* The problem
Search the material below for "Hönigtal" and copy every line where it occurs.

* Data records
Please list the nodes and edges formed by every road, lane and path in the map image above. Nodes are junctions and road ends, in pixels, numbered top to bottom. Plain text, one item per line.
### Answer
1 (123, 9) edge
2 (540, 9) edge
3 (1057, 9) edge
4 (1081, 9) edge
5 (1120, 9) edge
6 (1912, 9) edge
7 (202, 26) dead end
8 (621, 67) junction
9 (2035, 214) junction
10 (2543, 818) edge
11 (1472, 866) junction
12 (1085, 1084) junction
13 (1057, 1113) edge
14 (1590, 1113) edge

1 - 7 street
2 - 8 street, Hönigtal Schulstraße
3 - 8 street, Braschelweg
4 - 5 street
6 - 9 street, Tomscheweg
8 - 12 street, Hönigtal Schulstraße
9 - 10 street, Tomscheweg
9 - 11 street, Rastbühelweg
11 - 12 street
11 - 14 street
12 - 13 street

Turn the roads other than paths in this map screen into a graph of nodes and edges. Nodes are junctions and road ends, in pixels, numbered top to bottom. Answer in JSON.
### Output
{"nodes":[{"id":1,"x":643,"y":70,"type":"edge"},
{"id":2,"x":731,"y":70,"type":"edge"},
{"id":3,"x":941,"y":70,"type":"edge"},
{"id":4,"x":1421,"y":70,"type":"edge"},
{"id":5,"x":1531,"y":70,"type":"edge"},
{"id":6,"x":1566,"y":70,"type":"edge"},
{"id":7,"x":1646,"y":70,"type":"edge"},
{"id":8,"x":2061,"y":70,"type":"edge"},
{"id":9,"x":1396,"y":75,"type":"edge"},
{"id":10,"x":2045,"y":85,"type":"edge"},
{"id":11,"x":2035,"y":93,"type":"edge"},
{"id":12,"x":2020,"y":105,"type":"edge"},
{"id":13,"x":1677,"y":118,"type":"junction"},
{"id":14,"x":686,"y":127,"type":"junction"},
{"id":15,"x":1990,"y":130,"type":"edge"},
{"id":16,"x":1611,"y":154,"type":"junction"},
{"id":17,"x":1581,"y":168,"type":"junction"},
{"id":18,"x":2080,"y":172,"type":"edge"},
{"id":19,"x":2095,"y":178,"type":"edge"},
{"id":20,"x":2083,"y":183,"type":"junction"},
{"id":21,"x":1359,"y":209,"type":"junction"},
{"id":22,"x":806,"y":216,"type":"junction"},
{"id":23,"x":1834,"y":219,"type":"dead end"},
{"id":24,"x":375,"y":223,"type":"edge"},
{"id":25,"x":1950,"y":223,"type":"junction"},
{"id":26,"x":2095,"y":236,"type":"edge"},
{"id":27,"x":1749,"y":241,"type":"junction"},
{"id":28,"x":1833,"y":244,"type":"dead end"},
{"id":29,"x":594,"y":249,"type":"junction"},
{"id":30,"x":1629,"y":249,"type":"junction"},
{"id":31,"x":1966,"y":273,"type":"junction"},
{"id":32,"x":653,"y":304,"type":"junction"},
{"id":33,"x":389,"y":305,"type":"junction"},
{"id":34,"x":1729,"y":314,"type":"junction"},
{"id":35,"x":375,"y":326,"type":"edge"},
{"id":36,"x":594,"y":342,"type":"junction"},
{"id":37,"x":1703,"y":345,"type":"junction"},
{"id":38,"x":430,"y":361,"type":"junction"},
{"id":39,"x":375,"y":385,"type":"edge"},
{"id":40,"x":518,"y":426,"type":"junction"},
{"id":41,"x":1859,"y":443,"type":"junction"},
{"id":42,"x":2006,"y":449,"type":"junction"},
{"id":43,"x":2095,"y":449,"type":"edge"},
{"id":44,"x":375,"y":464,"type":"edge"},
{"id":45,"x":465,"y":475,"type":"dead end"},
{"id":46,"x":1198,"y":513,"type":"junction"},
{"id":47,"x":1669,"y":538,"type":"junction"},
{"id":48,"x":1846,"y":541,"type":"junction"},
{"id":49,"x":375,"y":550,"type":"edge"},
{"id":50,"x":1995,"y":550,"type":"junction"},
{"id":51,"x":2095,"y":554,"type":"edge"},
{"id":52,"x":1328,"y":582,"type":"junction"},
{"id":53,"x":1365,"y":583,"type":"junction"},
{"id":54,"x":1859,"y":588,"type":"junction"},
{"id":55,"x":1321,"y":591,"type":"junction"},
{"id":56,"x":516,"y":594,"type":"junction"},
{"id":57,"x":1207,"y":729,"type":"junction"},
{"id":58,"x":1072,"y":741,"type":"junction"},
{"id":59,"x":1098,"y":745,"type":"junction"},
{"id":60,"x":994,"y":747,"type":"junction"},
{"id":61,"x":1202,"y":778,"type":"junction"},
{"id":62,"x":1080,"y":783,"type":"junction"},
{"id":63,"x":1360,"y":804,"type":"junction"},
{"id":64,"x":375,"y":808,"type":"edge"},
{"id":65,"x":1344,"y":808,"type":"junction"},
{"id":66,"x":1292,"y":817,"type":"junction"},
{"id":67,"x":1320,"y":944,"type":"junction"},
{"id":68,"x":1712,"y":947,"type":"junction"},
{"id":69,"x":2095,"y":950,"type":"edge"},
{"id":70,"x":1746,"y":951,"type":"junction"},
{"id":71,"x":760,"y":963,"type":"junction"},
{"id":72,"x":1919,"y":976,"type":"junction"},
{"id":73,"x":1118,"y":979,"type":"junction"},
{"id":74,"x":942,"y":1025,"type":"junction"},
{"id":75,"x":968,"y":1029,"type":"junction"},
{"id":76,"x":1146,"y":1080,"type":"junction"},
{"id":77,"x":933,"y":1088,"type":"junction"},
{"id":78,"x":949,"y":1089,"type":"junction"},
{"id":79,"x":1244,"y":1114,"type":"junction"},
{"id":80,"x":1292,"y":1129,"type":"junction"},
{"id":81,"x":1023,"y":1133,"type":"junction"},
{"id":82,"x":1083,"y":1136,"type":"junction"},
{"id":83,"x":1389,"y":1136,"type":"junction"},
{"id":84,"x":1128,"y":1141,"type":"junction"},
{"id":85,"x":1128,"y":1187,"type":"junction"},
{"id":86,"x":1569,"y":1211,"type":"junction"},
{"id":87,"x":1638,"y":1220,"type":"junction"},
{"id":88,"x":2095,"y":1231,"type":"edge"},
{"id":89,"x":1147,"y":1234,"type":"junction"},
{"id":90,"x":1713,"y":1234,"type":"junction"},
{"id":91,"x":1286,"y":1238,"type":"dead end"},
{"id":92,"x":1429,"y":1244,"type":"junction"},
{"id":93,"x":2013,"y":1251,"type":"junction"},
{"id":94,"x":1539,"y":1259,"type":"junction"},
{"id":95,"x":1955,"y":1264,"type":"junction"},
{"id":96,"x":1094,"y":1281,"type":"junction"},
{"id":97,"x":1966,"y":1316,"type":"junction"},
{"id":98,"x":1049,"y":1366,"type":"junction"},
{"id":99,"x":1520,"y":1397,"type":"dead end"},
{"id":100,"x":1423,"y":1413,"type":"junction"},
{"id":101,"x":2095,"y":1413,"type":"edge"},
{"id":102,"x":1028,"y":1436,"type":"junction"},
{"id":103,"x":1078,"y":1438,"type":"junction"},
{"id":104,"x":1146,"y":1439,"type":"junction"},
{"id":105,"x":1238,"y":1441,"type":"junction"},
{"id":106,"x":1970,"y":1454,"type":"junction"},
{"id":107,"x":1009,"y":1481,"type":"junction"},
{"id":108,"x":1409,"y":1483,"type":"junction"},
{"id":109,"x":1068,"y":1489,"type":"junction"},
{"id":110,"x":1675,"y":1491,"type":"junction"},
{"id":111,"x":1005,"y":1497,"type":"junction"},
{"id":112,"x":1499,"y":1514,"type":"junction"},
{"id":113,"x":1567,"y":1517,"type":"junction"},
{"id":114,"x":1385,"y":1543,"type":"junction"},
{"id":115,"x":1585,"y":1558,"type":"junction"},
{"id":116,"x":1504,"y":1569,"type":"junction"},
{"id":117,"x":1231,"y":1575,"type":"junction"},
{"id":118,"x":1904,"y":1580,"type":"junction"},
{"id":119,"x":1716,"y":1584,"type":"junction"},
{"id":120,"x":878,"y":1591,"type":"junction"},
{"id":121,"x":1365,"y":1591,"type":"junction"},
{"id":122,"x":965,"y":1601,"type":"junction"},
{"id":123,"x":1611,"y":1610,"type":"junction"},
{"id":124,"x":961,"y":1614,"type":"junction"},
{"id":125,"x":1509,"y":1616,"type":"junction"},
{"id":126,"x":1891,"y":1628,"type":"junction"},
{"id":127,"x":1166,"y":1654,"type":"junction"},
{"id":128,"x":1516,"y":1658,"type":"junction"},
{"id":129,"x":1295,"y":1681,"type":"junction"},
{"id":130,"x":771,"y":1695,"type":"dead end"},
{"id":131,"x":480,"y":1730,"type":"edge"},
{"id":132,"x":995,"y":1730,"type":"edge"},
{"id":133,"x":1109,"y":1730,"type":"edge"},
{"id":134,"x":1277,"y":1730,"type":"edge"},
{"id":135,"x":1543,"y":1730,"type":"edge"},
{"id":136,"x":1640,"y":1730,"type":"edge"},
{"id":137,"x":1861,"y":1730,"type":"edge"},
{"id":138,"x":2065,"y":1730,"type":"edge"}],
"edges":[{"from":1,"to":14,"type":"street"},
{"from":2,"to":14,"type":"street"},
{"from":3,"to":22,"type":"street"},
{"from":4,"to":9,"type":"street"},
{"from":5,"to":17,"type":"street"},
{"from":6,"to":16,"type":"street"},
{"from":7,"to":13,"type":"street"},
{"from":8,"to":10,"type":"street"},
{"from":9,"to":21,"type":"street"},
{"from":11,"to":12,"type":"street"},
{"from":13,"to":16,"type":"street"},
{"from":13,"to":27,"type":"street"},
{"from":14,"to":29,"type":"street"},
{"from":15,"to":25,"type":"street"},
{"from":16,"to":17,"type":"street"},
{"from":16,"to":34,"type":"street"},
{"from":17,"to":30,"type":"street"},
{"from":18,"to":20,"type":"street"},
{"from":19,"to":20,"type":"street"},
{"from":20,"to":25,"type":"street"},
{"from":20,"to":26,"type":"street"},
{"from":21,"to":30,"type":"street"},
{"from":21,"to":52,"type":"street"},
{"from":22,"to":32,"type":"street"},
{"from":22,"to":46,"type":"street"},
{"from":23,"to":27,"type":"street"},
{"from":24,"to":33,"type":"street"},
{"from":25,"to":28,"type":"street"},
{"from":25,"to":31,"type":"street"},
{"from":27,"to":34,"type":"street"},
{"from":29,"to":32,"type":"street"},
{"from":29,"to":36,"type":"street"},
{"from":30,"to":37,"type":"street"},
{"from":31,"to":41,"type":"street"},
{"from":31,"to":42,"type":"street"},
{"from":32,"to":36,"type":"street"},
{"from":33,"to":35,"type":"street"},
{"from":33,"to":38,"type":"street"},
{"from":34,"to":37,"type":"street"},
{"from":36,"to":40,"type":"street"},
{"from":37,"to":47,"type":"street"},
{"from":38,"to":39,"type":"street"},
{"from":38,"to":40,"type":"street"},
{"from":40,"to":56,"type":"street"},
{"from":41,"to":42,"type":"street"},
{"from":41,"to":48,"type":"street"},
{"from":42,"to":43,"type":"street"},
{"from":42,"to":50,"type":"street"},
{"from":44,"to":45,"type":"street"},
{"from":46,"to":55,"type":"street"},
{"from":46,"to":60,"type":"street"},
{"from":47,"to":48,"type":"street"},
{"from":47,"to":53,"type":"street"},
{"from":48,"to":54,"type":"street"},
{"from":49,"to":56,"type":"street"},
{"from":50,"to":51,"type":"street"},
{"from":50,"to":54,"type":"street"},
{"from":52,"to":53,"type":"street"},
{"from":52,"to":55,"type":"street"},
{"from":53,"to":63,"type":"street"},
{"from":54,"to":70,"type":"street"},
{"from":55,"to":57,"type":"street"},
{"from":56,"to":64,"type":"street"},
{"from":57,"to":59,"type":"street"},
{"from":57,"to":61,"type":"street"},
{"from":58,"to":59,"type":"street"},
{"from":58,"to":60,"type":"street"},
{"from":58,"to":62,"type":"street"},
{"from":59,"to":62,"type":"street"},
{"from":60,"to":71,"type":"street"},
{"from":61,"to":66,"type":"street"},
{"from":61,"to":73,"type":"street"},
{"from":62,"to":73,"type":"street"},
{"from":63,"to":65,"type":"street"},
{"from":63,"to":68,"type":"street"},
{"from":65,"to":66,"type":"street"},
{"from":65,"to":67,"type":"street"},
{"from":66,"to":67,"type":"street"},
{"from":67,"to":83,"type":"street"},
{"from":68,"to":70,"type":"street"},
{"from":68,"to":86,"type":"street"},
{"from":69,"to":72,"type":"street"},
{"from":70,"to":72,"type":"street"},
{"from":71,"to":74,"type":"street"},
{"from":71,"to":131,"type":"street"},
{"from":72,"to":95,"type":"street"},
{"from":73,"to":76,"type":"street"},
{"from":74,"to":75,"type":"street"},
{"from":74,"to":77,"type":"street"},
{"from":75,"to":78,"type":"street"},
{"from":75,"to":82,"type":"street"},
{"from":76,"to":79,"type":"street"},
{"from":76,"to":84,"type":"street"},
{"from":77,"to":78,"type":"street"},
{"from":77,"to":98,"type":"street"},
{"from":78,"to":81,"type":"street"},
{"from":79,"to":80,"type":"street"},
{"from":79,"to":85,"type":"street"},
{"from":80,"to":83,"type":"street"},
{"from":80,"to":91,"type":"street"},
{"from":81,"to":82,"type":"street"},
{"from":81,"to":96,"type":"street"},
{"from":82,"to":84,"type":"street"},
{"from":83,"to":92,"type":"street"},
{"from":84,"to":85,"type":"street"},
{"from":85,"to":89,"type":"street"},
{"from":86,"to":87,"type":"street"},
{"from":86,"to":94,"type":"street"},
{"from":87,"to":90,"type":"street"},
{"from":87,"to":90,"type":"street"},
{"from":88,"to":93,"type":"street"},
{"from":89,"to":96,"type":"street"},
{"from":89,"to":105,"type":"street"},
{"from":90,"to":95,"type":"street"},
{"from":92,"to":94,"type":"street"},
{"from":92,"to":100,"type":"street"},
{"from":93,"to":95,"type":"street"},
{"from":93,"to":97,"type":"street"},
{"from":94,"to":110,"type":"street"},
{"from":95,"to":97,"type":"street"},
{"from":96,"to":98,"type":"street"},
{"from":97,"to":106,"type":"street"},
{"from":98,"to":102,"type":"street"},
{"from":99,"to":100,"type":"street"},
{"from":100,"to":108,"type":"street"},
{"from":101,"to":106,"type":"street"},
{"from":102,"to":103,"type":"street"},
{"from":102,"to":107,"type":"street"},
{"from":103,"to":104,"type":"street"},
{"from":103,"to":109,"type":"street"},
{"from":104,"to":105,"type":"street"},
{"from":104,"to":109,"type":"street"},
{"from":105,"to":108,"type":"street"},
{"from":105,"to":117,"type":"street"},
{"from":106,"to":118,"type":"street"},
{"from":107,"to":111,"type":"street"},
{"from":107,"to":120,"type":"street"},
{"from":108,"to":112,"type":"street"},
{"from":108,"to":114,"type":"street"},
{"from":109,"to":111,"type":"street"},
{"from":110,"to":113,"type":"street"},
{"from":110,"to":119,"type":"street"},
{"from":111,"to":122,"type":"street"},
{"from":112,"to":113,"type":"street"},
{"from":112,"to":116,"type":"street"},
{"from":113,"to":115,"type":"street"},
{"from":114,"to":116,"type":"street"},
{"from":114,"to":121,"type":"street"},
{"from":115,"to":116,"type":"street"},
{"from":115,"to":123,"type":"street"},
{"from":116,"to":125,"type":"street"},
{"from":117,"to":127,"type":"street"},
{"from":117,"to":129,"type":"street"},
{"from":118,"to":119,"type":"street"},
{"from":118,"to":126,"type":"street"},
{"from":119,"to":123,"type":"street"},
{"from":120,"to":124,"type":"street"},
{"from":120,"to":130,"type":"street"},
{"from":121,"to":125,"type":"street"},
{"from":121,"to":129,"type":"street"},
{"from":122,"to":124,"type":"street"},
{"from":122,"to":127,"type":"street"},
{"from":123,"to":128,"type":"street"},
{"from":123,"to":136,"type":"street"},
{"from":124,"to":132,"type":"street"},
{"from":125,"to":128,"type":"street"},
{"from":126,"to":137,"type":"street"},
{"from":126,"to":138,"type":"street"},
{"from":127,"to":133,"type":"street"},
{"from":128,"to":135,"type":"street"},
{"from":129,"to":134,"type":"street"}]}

* Reply
2 - 8 street, Hönigtal Schulstraße
8 - 12 street, Hönigtal Schulstraße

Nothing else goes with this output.